Sabato 19 Gennaio 2019 | 12:18

LETTERE ALLA GAZZETTA

Al Bari dopo Lanciano il Piave mormorò...

La Lega di Serie B ha deciso. Il 24 Maggio scoppierà la Grande Guerra dei Play Off. Non si sa al momento se il Bari con il suo Esercito di prodi e valorosi combattenti vorrà partecipare per vincerla. Stando alle ultime notizie sembra invece che a causa d’un ritardato addestramento delle sue truppe il Generale Pap sentiti i tecnici del suo Stato Maggiore (e dello Stato Comatoso del Bari) abbia optato per una silenziosa e muta ritirata strategica. L’onore e la faccia sarebbero salvi.

E pensare che lassù dove scorre ai piedi dei monti dell’alta classifica lo storico fiume Piave al passaggio dei Fanti Biancorossi era già pronto a mormorare parole d’incoraggiamento.

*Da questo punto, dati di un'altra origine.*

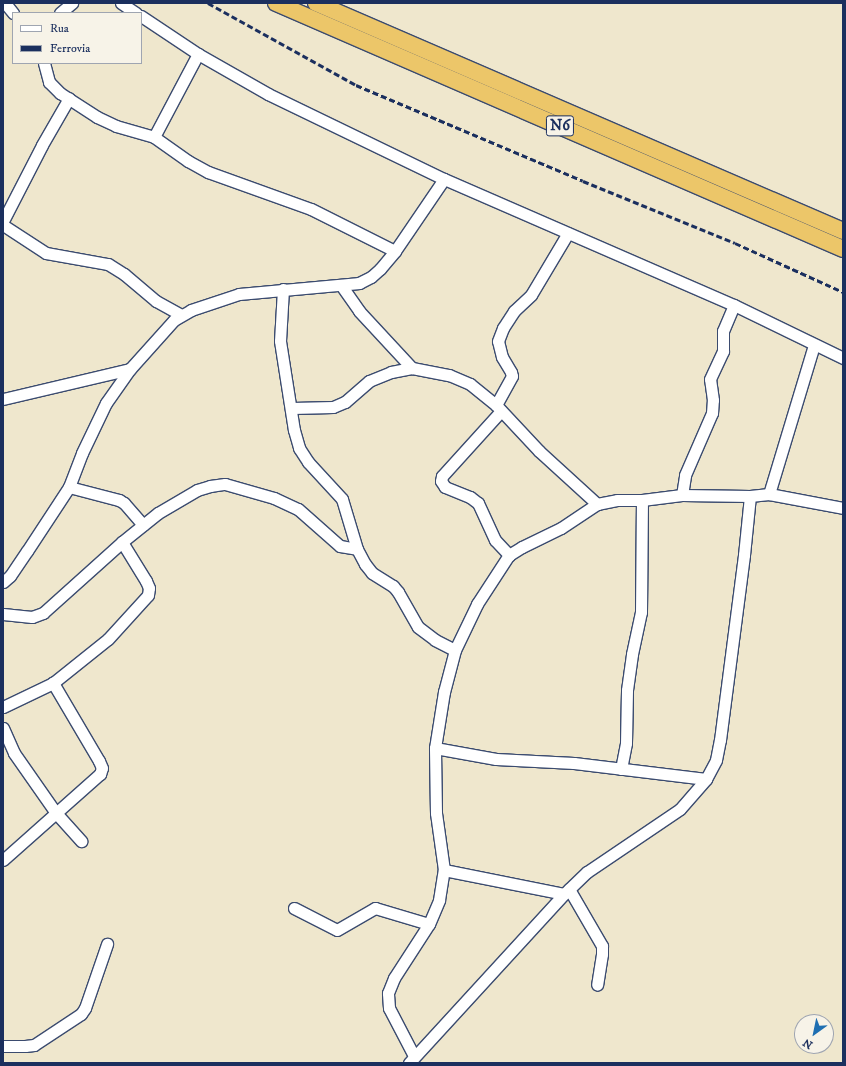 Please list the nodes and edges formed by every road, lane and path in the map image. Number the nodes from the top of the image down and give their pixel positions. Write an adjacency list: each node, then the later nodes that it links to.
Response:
1 (5, 3): 6 (street)
2 (72, 3): 7 (street)
3 (121, 3): 8 (street)
4 (276, 3): 20 (highway, N6)
5 (316, 3): 18 (highway, N6)
6 (12, 12)
7 (61, 12)
8 (134, 12)
9 (142, 17): 10 (street)
10 (198, 54): 13 (street); 14 (street)
11 (44, 64): 12 (street)
12 (69, 98): 13 (street); 15 (street)
13 (154, 137): 21 (street)
14 (444, 179): 19 (street); 21 (street)
15 (7, 201): 16 (street)
16 (3, 221)
17 (3, 225): 25 (street)
18 (843, 231)
19 (568, 233): 24 (street); 32 (street)
20 (843, 249)
21 (395, 251): 22 (street)
22 (341, 284): 23 (street); 28 (street)
23 (283, 289): 25 (street); 31 (street)
24 (734, 305): 26 (street); 35 (street)
25 (181, 315): 29 (street)
26 (814, 345): 27 (street); 34 (street)
27 (843, 358)
28 (412, 368): 31 (street); 32 (street)
29 (130, 369): 30 (street); 33 (street)
30 (3, 399)
31 (292, 408): 42 (street)
32 (498, 408): 38 (street); 43 (street)
33 (69, 487): 40 (street); 44 (street)
34 (769, 494): 36 (street); 39 (street)
35 (682, 495): 36 (street); 37 (street)
36 (750, 496): 52 (street)
37 (642, 500): 38 (street); 51 (street)
38 (597, 504): 43 (street)
39 (843, 508)
40 (143, 525): 41 (street); 42 (street)
41 (122, 542): 45 (street); 47 (street)
42 (357, 549): 46 (street)
43 (509, 555): 46 (street)
44 (3, 582)
45 (3, 614)
46 (455, 650): 50 (street)
47 (53, 683): 48 (street); 53 (street)
48 (3, 707)
49 (3, 728): 53 (street)
50 (435, 748): 51 (street); 56 (street)
51 (621, 769): 52 (street)
52 (706, 779): 57 (street)
53 (56, 813): 54 (street); 55 (street)
54 (81, 841)
55 (3, 860)
56 (444, 870): 57 (street); 59 (street)
57 (566, 891): 61 (street); 63 (street)
58 (294, 908): 59 (street)
59 (429, 924): 63 (street)
60 (107, 944): 62 (street)
61 (597, 985)
62 (3, 1046)
63 (411, 1059) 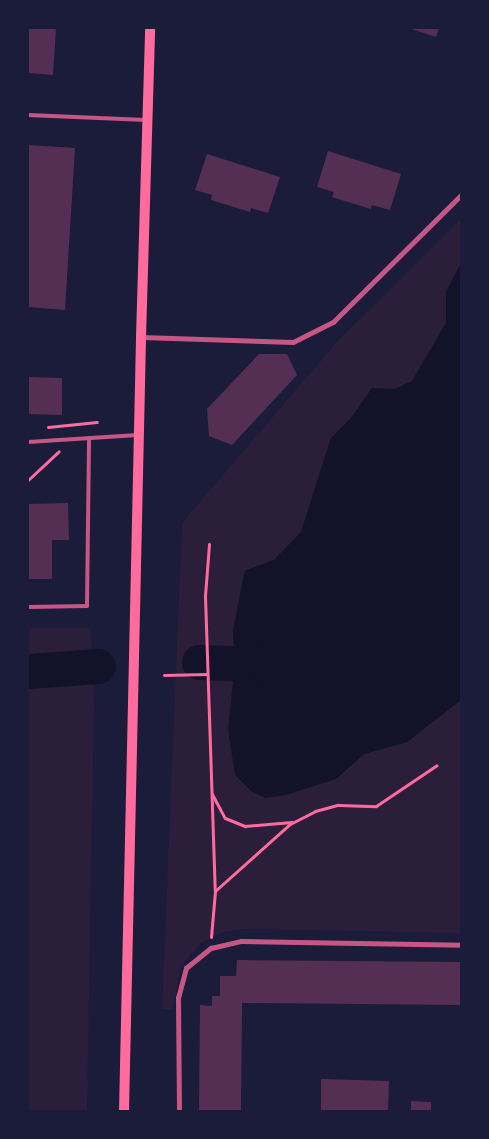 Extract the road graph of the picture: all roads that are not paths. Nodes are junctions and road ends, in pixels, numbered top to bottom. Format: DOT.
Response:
graph roads {
  1 [pos="150,28"];
  2 [pos="28,115"];
  3 [pos="148,120"];
  4 [pos="462,194"];
  5 [pos="141,336"];
  6 [pos="140,435"];
  7 [pos="89,438"];
  8 [pos="28,442"];
  9 [pos="28,607"];
  10 [pos="462,945"];
  11 [pos="124,1112"];
  12 [pos="179,1112"];
  1 -- 3 [label="main road"];
  2 -- 3 [label="lane"];
  3 -- 5 [label="main road"];
  4 -- 5 [label="street"];
  5 -- 6 [label="main road"];
  6 -- 7 [label="lane"];
  6 -- 11 [label="main road"];
  7 -- 8 [label="lane"];
  7 -- 9 [label="lane"];
  10 -- 12 [label="street"];
} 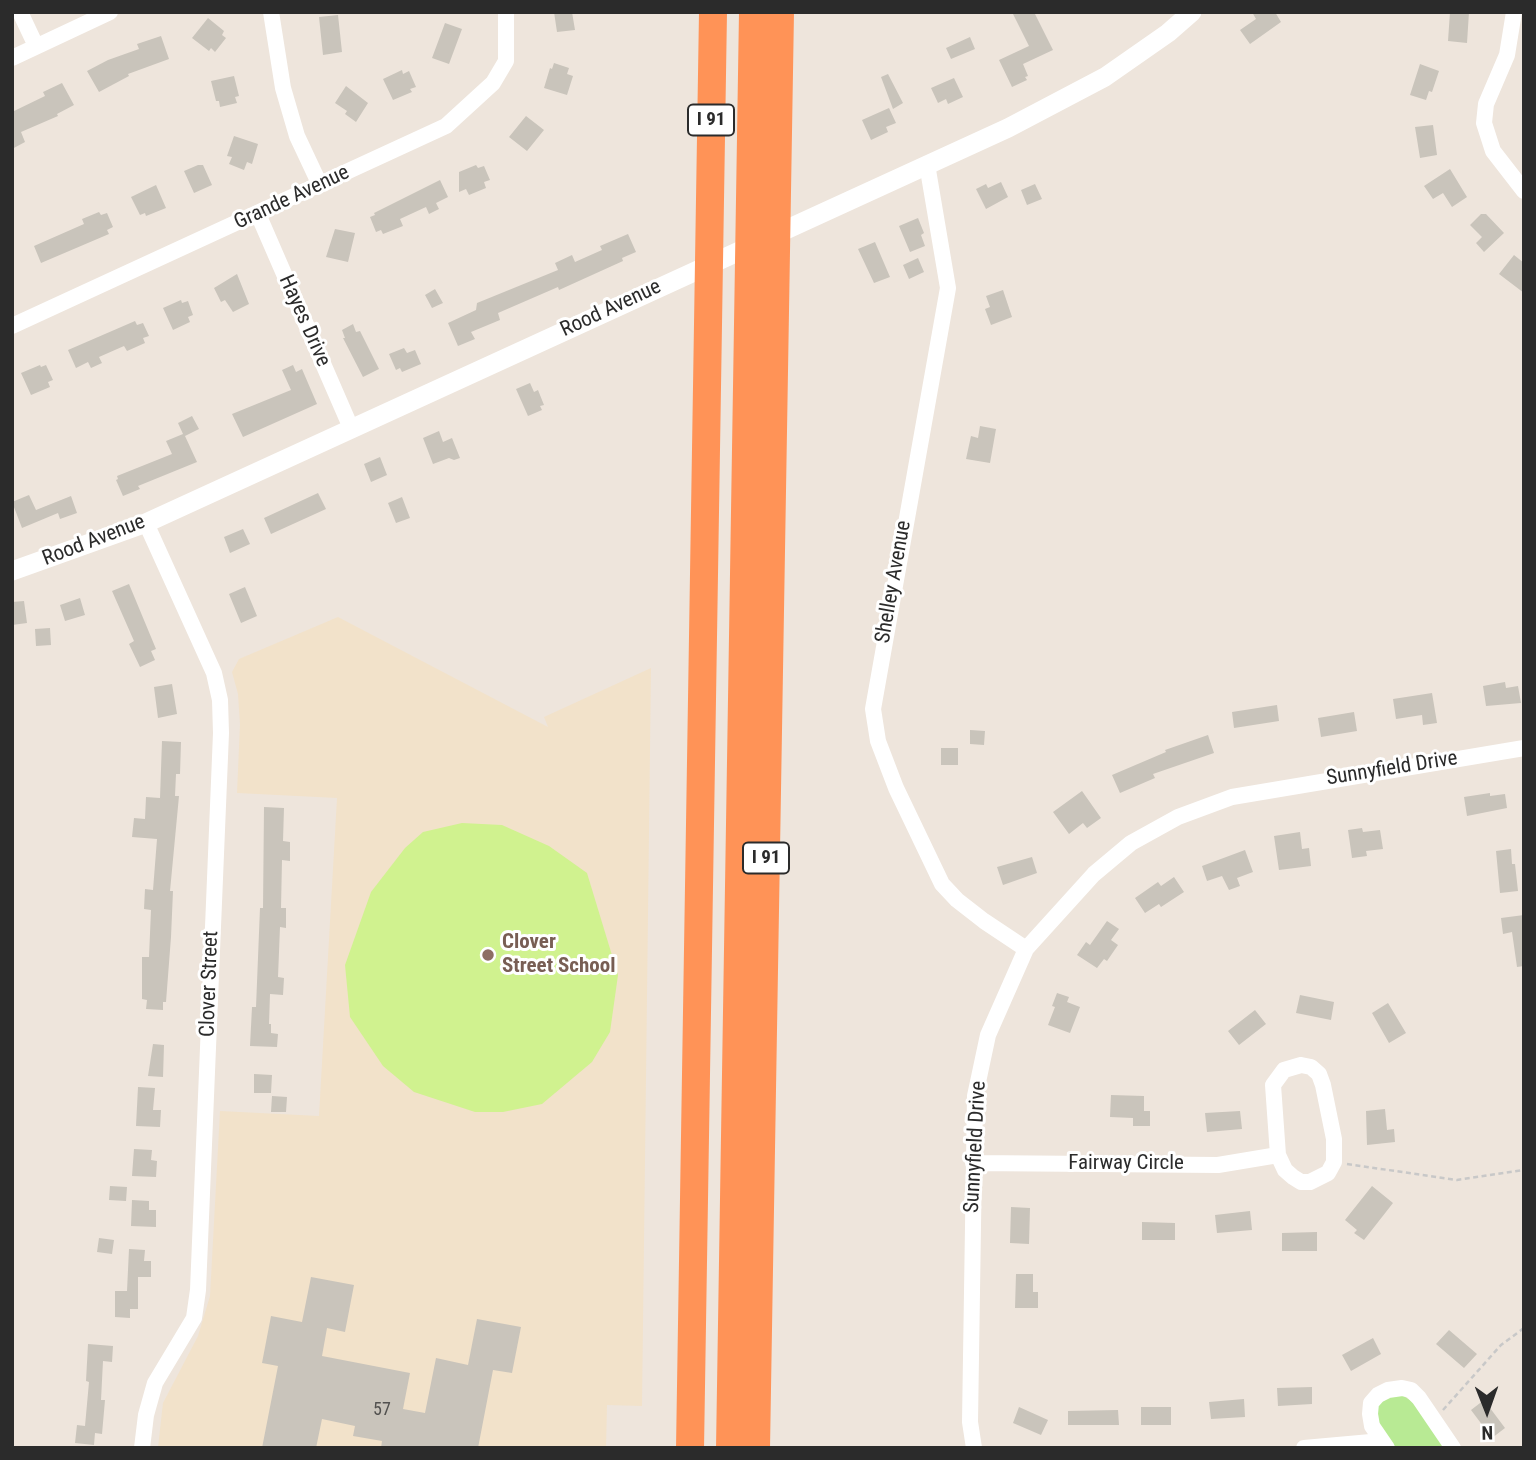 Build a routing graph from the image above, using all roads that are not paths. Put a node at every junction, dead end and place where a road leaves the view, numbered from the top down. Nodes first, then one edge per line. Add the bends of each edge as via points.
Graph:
1 (20, 12) edge
2 (110, 12) edge
3 (271, 12) edge
4 (506, 12) edge
5 (698, 12) edge
6 (713, 12) edge
7 (739, 12) edge
8 (753, 12) edge
9 (780, 12) edge
10 (1192, 12) edge
11 (1514, 12) edge
12 (36, 46) junction
13 (12, 58) edge
14 (712, 78) junction
15 (927, 164) junction
16 (320, 185) junction
17 (1524, 191) edge
18 (744, 213) junction
19 (257, 214) junction
20 (743, 284) junction
21 (12, 327) edge
22 (351, 428) junction
23 (146, 523) junction
24 (12, 571) edge
25 (1524, 748) edge
26 (1026, 949) junction
27 (1278, 1155) junction
28 (973, 1163) junction
29 (1385, 1444) edge
30 (142, 1448) edge
31 (690, 1448) edge
32 (717, 1448) edge
33 (730, 1448) edge
34 (757, 1448) edge
35 (974, 1448) edge
36 (1304, 1448) edge
37 (1453, 1448) edge

1 - 12 street
2 - 12 street
3 - 16 street via 283,88 297,136
4 - 16 street, Grande Avenue via 506,61 493,83 446,126
5 - 14 highway
6 - 14 highway, I 91
7 - 18 highway
8 - 18 highway
9 - 34 highway, I 91
10 - 15 street, Rood Avenue via 1105,78
11 - 17 street via 1507,55 1486,104 1484,122 1493,151
12 - 13 street
14 - 31 highway, I 91
15 - 22 street, Rood Avenue
15 - 26 street, Shelley Avenue via 948,288 873,709 878,741 896,788 942,884 984,921
16 - 19 street, Grande Avenue
18 - 20 highway
19 - 21 street, Grande Avenue
19 - 22 street, Hayes Drive
20 - 32 highway
20 - 33 highway
22 - 23 street, Rood Avenue
23 - 24 street, Rood Avenue
23 - 30 street, Clover Street via 214,673 221,733 198,1290 194,1318 156,1383
25 - 26 street, Sunnyfield Drive via 1232,797 1178,817 1131,843 1094,874
26 - 28 street, Sunnyfield Drive via 988,1035 975,1096
27 - 27 street via 1273,1085 1284,1070 1301,1065 1311,1068 1324,1085 1334,1162 1320,1179 1301,1182 1285,1170
27 - 28 street, Fairway Circle via 1218,1165
28 - 35 street, Sunnyfield Drive via 970,1422
29 - 36 street
29 - 37 street via 1372,1426 1371,1403 1388,1390 1402,1388 1419,1398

Saputo di Lanciano e temendo una nuova Caporetto del Bari a Capo chino persino di fronte agli ultimi il fiume delle amate, sacre sponde si è rotto gli argini ed anche il c… ed alla fine gli abbia mormorato uno sdegnato Vaff…..

All’altra, alla Piccola Guerra dei Play _Out meglio non pensarci. Ma non significa che il Bari non debba fare l’impossibile per evitarla. Tutti si diano adesso una regolata, un’accelerata. La squadra deve prendere punti veri non altri di sutura.

I biancorossi la smettano di giocare con sufficienza continuando a guardare le altre squadre dall’alto in basso credendosi chissà chi. Figli di quale Dio Maggiore?

Gli altri quelli che navigano sotto in classifica, Figli d’un Gioco Migliore, stanno dimostrando che in campo ci sanno fare. E proprio da chi sta sotto che d’ora in poi verranno i maggiori pericoli.

Perciò il Generale Pap esca dal suo altezzoso silenzio Stampa, si faccia tornare la voce ed incaxxato la alzi con i suoi giocatori spronandoli a combattere nelle prossime battaglie. Così come faceva con i suoi soldati il Generale Bonaparte arbitro internazionale di grandi, vittoriose partite europee ed africane.

Purtroppo per lui, dopo averlo incastrato e chiuso nello spogliatoio di Waterloo il manzoniano Ei fu lo spedirono per direttissima con il solo biglietto di andata nella lontana Sant’Elena.

Nell’altro caso, assolutamente da scongiurare, i suoi nemici non potrebbero spedirlo nemmeno nel vicino San Nicola. Perché lì a chiedergli spiegazioni e quali intenzioni avrebbe per il futuro, armati come sempre di buone intenzioni troverebbe ad attenderlo migliaia di tifosi, di fedelissimi abbonati ancora una volta delusi.